▶ **ASSIGNMENT**: In full and without alteration, write out the records.

▶ **DATA LISTING**:
---

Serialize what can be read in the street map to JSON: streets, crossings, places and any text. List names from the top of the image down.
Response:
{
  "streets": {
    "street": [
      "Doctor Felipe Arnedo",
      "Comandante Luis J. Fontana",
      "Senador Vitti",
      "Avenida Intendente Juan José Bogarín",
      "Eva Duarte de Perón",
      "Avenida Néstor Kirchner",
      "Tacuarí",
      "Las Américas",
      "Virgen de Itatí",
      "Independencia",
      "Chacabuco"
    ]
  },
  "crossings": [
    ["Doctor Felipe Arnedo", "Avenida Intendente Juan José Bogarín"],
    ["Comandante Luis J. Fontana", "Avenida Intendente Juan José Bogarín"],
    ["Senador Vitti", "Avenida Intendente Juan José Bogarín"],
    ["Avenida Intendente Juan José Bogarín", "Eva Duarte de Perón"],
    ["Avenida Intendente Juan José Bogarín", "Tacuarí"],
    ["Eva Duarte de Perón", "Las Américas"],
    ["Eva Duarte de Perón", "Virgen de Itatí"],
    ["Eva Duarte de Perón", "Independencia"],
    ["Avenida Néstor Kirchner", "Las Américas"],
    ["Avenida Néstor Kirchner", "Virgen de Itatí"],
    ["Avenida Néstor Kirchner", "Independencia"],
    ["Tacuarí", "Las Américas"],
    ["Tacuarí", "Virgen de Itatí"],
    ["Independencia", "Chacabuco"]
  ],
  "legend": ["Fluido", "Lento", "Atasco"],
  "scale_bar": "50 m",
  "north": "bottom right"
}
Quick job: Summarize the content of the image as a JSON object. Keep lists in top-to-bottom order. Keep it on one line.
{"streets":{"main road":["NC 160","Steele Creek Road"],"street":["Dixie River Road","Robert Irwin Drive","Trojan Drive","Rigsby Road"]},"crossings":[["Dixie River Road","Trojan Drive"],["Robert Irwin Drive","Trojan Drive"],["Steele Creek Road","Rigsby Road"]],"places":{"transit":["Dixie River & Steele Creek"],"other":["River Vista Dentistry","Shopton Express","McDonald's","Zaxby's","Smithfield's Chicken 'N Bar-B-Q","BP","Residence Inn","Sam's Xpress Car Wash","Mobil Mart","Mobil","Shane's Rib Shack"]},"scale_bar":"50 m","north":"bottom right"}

---

▶ **EXERCISE ANSWER**:
Serialize what can be read in the street map to JSON: streets, crossings, places and any text. List names from the top of the image down.
Response:
{
  "streets": {
    "street": [
      "Doctor Felipe Arnedo",
      "Comandante Luis J. Fontana",
      "Senador Vitti",
      "Avenida Intendente Juan José Bogarín",
      "Eva Duarte de Perón",
      "Avenida Néstor Kirchner",
      "Tacuarí",
      "Las Américas",
      "Virgen de Itatí",
      "Independencia",
      "Chacabuco"
    ]
  },
  "crossings": [
    ["Doctor Felipe Arnedo", "Avenida Intendente Juan José Bogarín"],
    ["Comandante Luis J. Fontana", "Avenida Intendente Juan José Bogarín"],
    ["Senador Vitti", "Avenida Intendente Juan José Bogarín"],
    ["Avenida Intendente Juan José Bogarín", "Eva Duarte de Perón"],
    ["Avenida Intendente Juan José Bogarín", "Tacuarí"],
    ["Eva Duarte de Perón", "Las Américas"],
    ["Eva Duarte de Perón", "Virgen de Itatí"],
    ["Eva Duarte de Perón", "Independencia"],
    ["Avenida Néstor Kirchner", "Las Américas"],
    ["Avenida Néstor Kirchner", "Virgen de Itatí"],
    ["Avenida Néstor Kirchner", "Independencia"],
    ["Tacuarí", "Las Américas"],
    ["Tacuarí", "Virgen de Itatí"],
    ["Independencia", "Chacabuco"]
  ],
  "legend": ["Fluido", "Lento", "Atasco"],
  "scale_bar": "50 m",
  "north": "bottom right"
}
Quick job: Summarize the content of the image as a JSON object. Keep lists in top-to-bottom order. Keep it on one line.
{"streets":{"main road":["NC 160","Steele Creek Road"],"street":["Dixie River Road","Robert Irwin Drive","Trojan Drive","Rigsby Road"]},"crossings":[["Dixie River Road","Trojan Drive"],["Robert Irwin Drive","Trojan Drive"],["Steele Creek Road","Rigsby Road"]],"places":{"transit":["Dixie River & Steele Creek"],"other":["River Vista Dentistry","Shopton Express","McDonald's","Zaxby's","Smithfield's Chicken 'N Bar-B-Q","BP","Residence Inn","Sam's Xpress Car Wash","Mobil Mart","Mobil","Shane's Rib Shack"]},"scale_bar":"50 m","north":"bottom right"}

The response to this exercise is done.